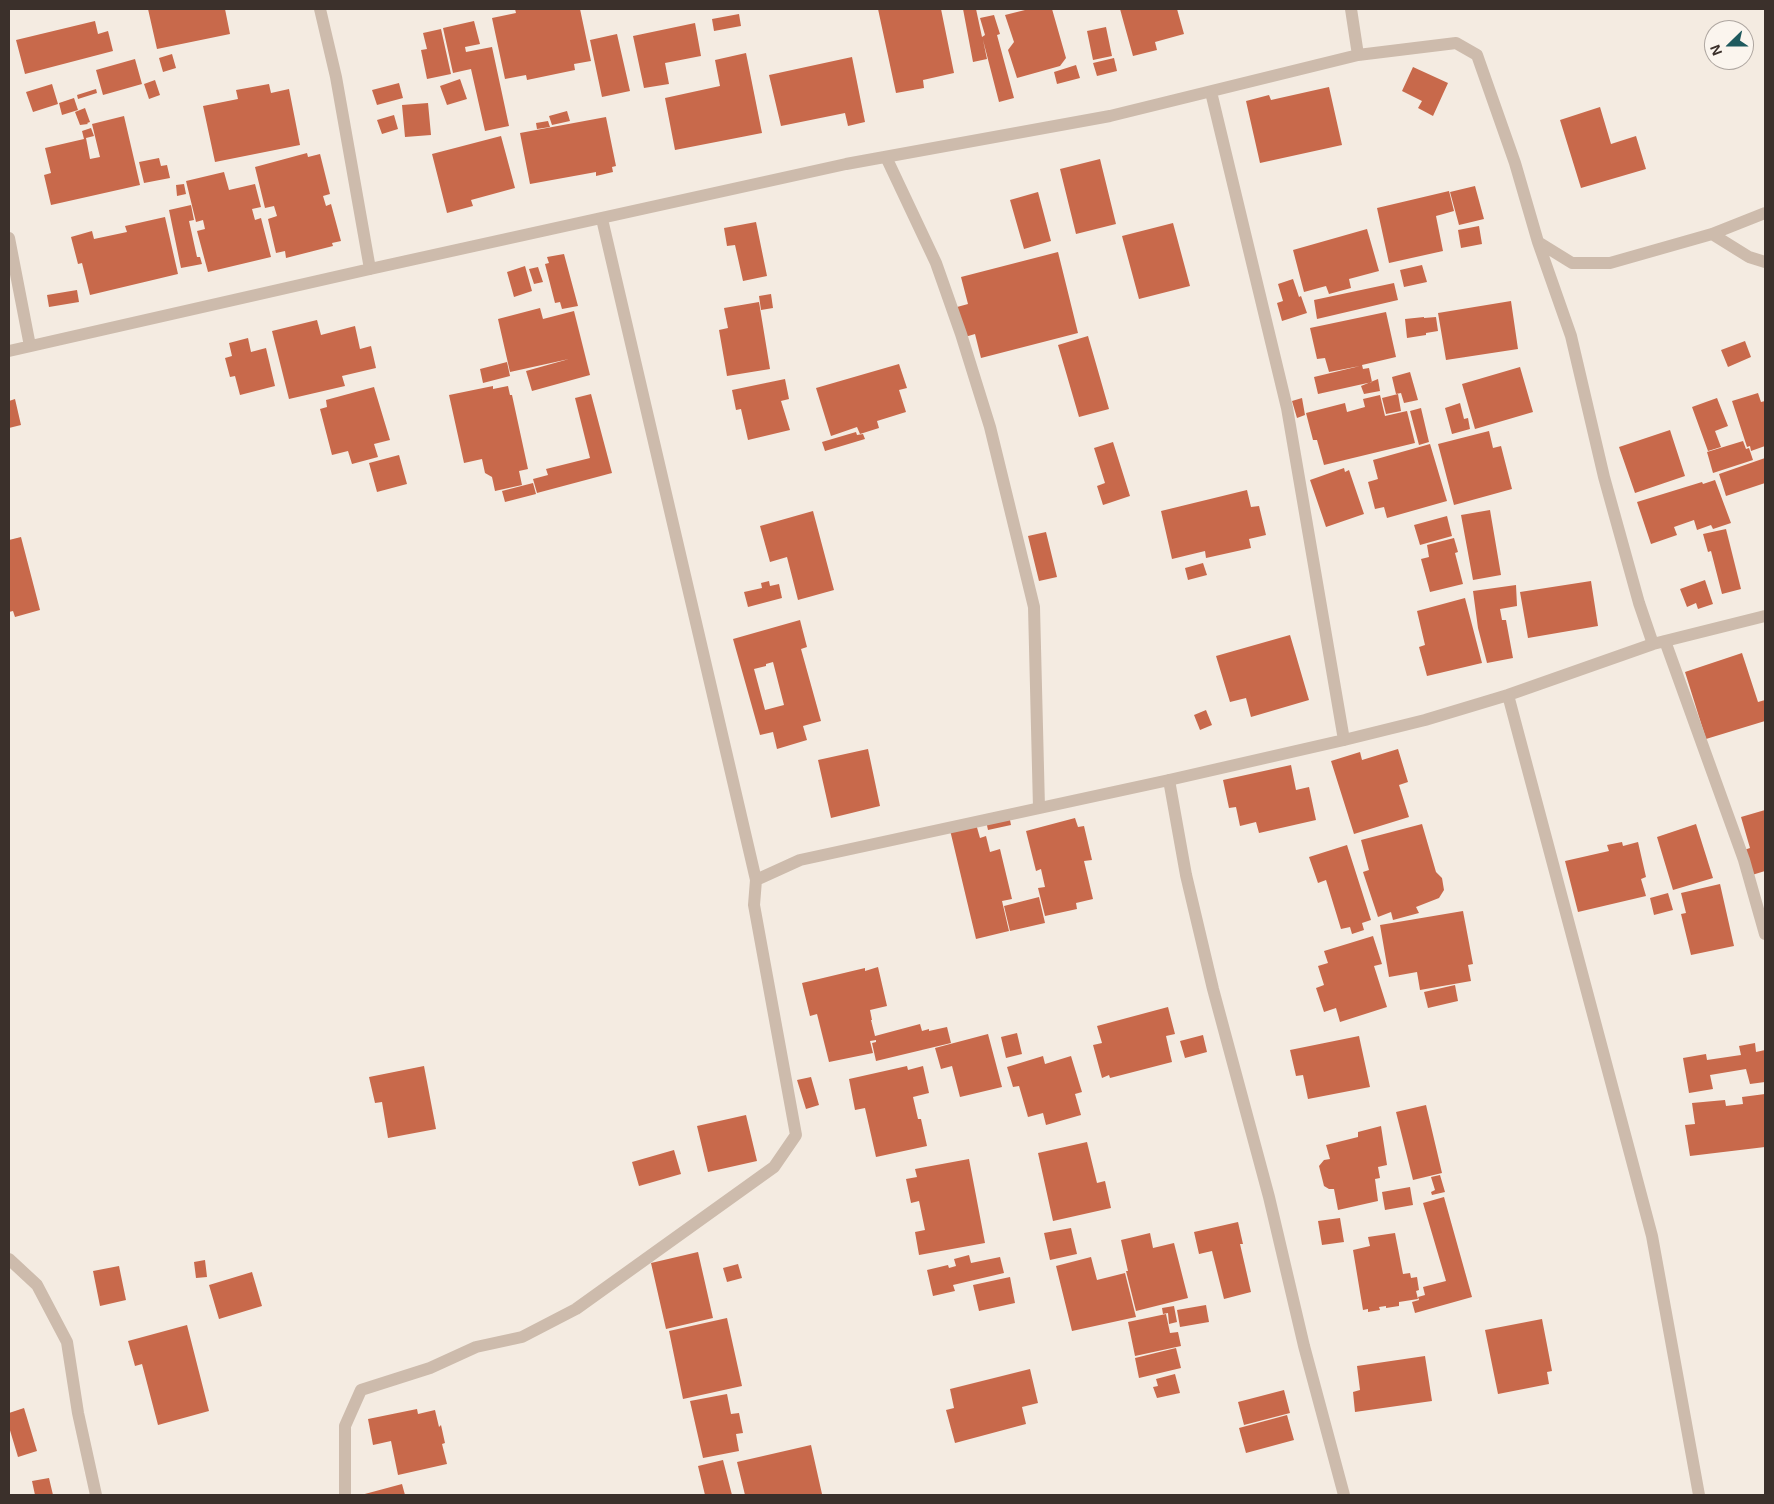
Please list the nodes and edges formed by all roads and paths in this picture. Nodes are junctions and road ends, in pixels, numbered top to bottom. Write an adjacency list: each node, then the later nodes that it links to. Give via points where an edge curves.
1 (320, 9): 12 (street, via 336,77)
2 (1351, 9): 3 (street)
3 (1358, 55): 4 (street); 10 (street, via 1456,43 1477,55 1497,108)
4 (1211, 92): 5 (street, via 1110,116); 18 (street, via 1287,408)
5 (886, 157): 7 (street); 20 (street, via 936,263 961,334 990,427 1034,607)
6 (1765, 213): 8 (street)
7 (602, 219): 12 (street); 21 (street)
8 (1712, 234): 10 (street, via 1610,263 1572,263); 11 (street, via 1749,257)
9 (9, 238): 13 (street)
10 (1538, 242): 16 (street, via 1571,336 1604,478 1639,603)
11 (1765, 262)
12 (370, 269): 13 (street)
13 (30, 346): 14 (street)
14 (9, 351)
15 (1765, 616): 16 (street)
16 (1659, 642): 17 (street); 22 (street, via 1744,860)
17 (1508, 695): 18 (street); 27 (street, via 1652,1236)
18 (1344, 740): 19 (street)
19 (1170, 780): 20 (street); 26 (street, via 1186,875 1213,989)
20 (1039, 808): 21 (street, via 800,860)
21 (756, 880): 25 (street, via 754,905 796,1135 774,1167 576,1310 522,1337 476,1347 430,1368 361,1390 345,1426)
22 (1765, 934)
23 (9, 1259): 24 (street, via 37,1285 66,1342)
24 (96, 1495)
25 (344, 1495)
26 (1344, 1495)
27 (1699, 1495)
________________
What you will do -> Each line of the data needs to be output exactly, with any image excluded.

Task solution ->
Please list the nodes and edges formed by all roads and paths in this picture. Nodes are junctions and road ends, in pixels, numbered top to bottom. Write an adjacency list: each node, then the later nodes that it links to. Give via points where an edge curves.
1 (320, 9): 12 (street, via 336,77)
2 (1351, 9): 3 (street)
3 (1358, 55): 4 (street); 10 (street, via 1456,43 1477,55 1497,108)
4 (1211, 92): 5 (street, via 1110,116); 18 (street, via 1287,408)
5 (886, 157): 7 (street); 20 (street, via 936,263 961,334 990,427 1034,607)
6 (1765, 213): 8 (street)
7 (602, 219): 12 (street); 21 (street)
8 (1712, 234): 10 (street, via 1610,263 1572,263); 11 (street, via 1749,257)
9 (9, 238): 13 (street)
10 (1538, 242): 16 (street, via 1571,336 1604,478 1639,603)
11 (1765, 262)
12 (370, 269): 13 (street)
13 (30, 346): 14 (street)
14 (9, 351)
15 (1765, 616): 16 (street)
16 (1659, 642): 17 (street); 22 (street, via 1744,860)
17 (1508, 695): 18 (street); 27 (street, via 1652,1236)
18 (1344, 740): 19 (street)
19 (1170, 780): 20 (street); 26 (street, via 1186,875 1213,989)
20 (1039, 808): 21 (street, via 800,860)
21 (756, 880): 25 (street, via 754,905 796,1135 774,1167 576,1310 522,1337 476,1347 430,1368 361,1390 345,1426)
22 (1765, 934)
23 (9, 1259): 24 (street, via 37,1285 66,1342)
24 (96, 1495)
25 (344, 1495)
26 (1344, 1495)
27 (1699, 1495)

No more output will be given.